■ **WORK INSTRUCTION**
In the data below, how many lines contain the string "dead"? Give only the number.

Items from a data source:
------

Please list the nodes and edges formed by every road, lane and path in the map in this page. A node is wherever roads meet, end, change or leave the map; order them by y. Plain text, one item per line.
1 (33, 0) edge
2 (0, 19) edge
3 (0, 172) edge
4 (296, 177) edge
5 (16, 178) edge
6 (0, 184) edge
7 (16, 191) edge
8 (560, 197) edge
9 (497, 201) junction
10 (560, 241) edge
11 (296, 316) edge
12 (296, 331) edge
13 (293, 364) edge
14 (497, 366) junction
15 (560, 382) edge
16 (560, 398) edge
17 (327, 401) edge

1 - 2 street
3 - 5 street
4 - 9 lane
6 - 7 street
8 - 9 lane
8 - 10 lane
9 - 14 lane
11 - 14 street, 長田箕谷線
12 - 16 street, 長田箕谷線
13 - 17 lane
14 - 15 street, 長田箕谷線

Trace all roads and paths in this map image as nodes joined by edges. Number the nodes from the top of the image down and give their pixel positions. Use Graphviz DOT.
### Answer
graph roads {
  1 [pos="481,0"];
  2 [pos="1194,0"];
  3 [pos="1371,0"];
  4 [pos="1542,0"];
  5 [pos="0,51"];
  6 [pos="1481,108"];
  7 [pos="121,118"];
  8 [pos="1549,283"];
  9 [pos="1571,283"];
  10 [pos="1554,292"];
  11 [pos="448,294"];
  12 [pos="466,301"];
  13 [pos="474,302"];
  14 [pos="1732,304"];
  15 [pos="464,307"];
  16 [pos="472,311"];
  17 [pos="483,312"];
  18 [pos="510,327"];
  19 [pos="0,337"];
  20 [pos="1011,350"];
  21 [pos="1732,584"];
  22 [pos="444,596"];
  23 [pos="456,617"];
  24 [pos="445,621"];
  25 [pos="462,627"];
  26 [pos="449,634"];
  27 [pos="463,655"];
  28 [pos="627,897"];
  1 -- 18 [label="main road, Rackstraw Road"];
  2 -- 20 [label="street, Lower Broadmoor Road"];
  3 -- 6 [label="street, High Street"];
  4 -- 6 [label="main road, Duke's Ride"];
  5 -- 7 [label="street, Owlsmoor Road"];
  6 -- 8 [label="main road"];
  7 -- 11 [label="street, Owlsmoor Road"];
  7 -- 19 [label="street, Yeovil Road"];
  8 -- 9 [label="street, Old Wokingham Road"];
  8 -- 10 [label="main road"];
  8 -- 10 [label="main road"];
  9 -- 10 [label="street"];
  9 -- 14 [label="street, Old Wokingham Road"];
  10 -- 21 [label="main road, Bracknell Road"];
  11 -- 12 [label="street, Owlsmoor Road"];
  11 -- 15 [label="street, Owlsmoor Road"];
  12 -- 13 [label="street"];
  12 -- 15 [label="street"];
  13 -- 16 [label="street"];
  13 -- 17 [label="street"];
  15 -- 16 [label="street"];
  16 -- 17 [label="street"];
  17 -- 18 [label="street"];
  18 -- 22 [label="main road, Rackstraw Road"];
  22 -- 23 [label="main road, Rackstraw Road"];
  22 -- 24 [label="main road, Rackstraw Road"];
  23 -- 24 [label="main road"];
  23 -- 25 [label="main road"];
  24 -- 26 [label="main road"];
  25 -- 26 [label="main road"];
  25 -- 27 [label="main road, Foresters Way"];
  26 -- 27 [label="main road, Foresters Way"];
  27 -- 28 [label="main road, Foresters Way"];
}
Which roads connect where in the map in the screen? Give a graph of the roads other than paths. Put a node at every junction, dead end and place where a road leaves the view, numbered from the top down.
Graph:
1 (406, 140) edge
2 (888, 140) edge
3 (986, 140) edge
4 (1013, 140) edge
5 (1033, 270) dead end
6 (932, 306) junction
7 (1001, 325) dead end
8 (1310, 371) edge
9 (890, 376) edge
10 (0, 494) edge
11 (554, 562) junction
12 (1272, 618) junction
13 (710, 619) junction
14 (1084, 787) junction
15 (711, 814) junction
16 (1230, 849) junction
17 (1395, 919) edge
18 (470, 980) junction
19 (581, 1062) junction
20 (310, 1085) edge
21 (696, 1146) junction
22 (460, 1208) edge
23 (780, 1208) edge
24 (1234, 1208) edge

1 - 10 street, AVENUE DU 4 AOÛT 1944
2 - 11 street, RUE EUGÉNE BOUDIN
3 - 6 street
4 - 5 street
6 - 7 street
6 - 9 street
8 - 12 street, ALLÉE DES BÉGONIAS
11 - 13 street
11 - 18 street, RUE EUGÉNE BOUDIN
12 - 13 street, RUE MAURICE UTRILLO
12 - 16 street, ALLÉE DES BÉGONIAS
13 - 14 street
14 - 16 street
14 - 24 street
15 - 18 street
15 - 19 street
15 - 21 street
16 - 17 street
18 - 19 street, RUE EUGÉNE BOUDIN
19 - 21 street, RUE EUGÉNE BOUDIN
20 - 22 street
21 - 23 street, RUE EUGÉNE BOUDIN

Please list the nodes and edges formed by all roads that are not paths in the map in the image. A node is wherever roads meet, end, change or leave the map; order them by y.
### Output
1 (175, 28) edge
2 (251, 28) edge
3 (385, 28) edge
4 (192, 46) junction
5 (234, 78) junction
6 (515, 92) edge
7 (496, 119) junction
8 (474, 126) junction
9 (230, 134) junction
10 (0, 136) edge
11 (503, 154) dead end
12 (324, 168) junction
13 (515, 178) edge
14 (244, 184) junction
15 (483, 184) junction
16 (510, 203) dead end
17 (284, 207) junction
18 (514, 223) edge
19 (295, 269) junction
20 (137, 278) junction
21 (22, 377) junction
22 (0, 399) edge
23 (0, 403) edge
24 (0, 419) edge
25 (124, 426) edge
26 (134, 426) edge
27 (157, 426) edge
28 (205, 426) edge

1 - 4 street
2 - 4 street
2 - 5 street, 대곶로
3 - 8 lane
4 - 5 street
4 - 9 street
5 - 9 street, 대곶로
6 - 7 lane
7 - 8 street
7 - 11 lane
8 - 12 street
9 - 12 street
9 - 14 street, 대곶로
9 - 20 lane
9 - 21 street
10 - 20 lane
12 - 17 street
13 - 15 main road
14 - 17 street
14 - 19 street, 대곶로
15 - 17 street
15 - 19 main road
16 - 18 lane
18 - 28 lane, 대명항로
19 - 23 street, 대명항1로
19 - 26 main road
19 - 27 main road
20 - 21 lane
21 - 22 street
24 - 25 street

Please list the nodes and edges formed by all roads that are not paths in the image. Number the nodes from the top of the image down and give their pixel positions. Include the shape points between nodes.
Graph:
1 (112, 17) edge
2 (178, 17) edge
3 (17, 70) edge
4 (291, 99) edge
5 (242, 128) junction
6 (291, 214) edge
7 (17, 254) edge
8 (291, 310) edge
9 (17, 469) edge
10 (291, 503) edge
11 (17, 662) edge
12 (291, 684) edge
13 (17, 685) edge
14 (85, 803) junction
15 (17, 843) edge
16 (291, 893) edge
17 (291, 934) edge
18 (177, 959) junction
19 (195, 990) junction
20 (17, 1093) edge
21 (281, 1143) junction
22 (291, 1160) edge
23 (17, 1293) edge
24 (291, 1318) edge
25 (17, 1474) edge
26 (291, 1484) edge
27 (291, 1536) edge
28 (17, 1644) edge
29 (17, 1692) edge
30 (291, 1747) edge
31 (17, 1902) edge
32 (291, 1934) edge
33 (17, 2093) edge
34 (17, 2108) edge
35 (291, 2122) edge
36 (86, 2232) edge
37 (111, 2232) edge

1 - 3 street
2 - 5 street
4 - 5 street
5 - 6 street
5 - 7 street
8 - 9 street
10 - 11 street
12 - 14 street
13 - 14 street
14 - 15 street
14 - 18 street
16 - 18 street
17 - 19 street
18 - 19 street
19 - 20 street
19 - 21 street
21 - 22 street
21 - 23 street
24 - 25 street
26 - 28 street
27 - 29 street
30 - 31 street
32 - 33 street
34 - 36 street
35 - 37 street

------

■ **SOLUTION FOR THIS EXERCISE**
5